77

Lexie

May

Hour-long minutes pass and I know I need to deal with this, whatever it may bring. I know I need to be brave, but I am made of jelly and terror.

I heave myself up from the bed, shove my feet into my slippers and walk slowly to the bathroom. Tom, who had followed me back into the bedroom, is behind me. Steeling himself for what his role may need to be today. Supportive partner, rock, voice of reason, mental punchbag, simply a shape on which I can cry.

I breathe, trying for deeply, but it’s shallow and raspy with nerves.

I think of Maurice from yoga. I picture his lit candle.

And then I push the bathroom door open and look down.

Next thing, Tom and I are wrapped around each other and again, I am a child. I cling to him, I cry, I heave, and he now does the same.

But this time it is different.

This time, I am being told that there are presents downstairs, Father Christmas has been. This time, something magical has happened. This time, it says yes.

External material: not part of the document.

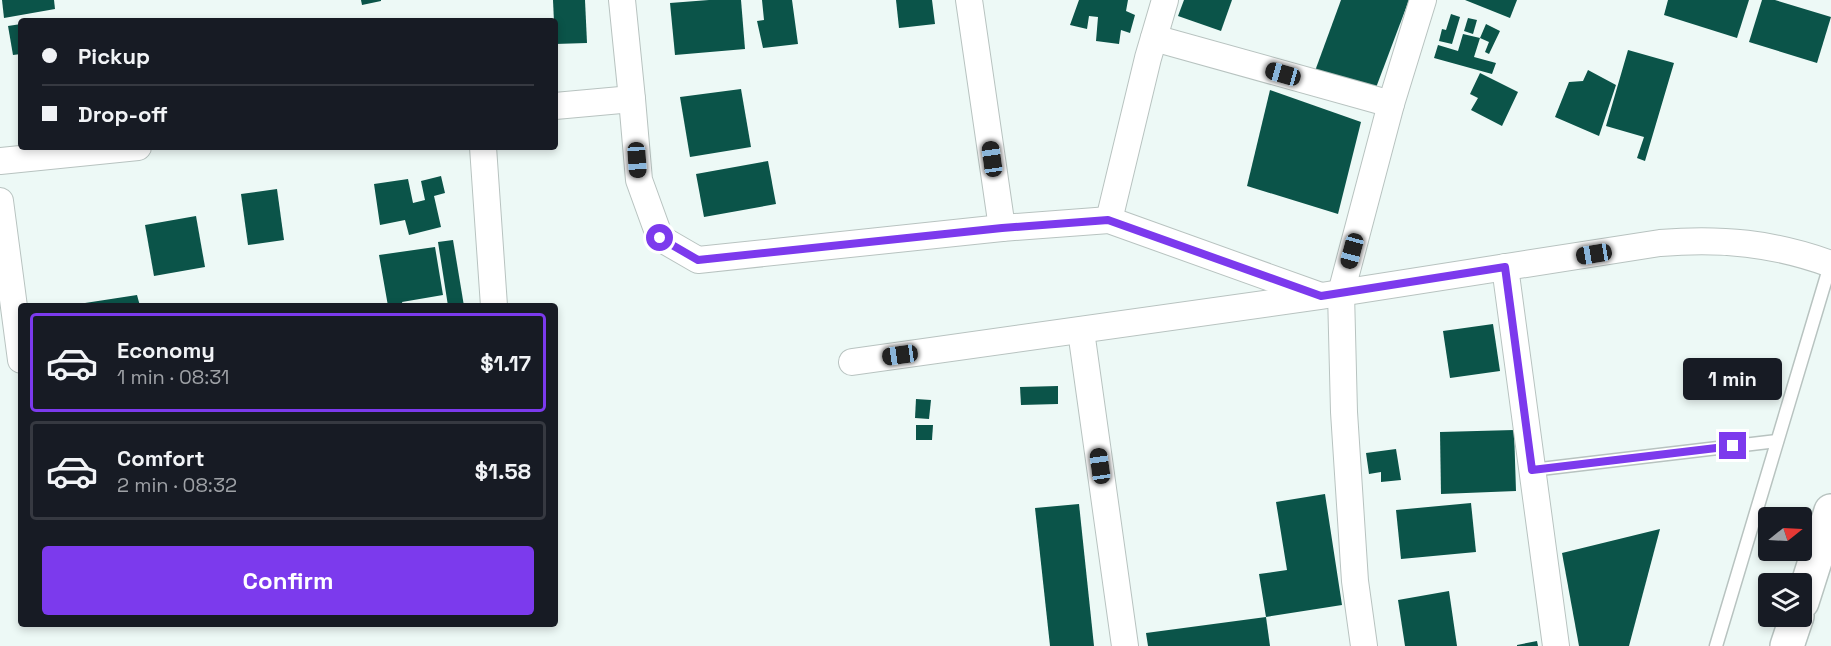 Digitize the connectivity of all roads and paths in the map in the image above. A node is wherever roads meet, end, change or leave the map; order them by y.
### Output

I’m doing heaving sobs, every tiny part of me shaking as though it is minus twenty. This is the biggest influx of emotion I have felt in my life and already I am thinking: Shit. Calm down. Is this much shock good for the baby?

Because there is a baby.

Tom is smiling at me and hugging me and whispering one word: positive.

The test is positive. I feel positive. After so long of negative, there is positive.

And just like that, there is a new reality.

I think of last time, when our baby didn’t stick, and every time I go to the toilet it is like sitting in front of a doctor and steeling yourself for the worst news.

But it is impossible to block it out and pretend it’s not happening, because this Almost Baby is there, in all its physicality. I am only five weeks pregnant, but I am so bloated from all of the fertility drugs that my normal clothes no longer fit comfortably.

Days later I am opening a parcel containing a pair of maternity jeans. I stroke them. My pregnancy is tangible and it feels like size 14 super-soft denim.

I meet Anais for lunch, determined that I will keep this baby – this barely a baby – a secret. Until we’ve had a scan at least. Until it’s safer.

Anais looks nervous of me, wary. I know she is thinking before she speaks, tiptoeing around me like I am her sleeping child, just off for a much-needed nap. It’s understandable, I think, I don’t blame her.

‘We could get the goat’s cheese?’ she says, looking at the shared small-plates menu.

I look at her son, Dexter, who is sleeping next to us in a pram. It is only the third time that I have met Dexter. Dexter has been my enemy. Dexter is seven months old.

My eyes spill with tears, but then there is more than that and out of nowhere I am sobbing on a shared table, as people try not to look at me and focus on their charred broccoli.

Dexter stretches and yawns.

Anais springs out of her chair and hugs me, and I think of how it used to feel, in the months when her bump was in the way and I wish we could go back. Do it all again. To a version of events where I don’t resent her happiness. Where I can be kind. A friend.

‘I want to explain some things,’ I start, pulling away, but Anais stays where she is and clings more.

‘You don’t need to,’ she says, speaking through her own sob as it catches in her throat. ‘I knew. I always knew.’

Was it so obvious? Did everyone know? I feel oddly relieved at the idea that that might be true.

And then we stay there until we have calmed down, the rest of the diners possibly thinking Anais has fallen asleep on me through baby-induced sleep deprivation.

I know I shouldn’t tell her, I know it’s too soon, but it’s impossible now not to complete the picture.

‘I’m pregnant,’ I whisper into her hair, and she pulls away with her eyes wide and then kisses my head over and over, crying herself. Then she hugs me again.

‘I don’t think I can have goat’s cheese?’ I say through tears that keep coming and aren’t slowing.

Dex stirs; cries lazily, half-heartedly.

Anais pulls away and says softly as she wipes a tear from her own face and then one from mine: ‘Goat’s cheese is fine when it’s cooked, my love.’

She takes Dex out of his pram and hands him to me, and I sit him on my knee while he giggles. When she takes him back, I look down at my stomach. I still feel the anxiety. But surely. Surely. Nothing can hurt us now, can it?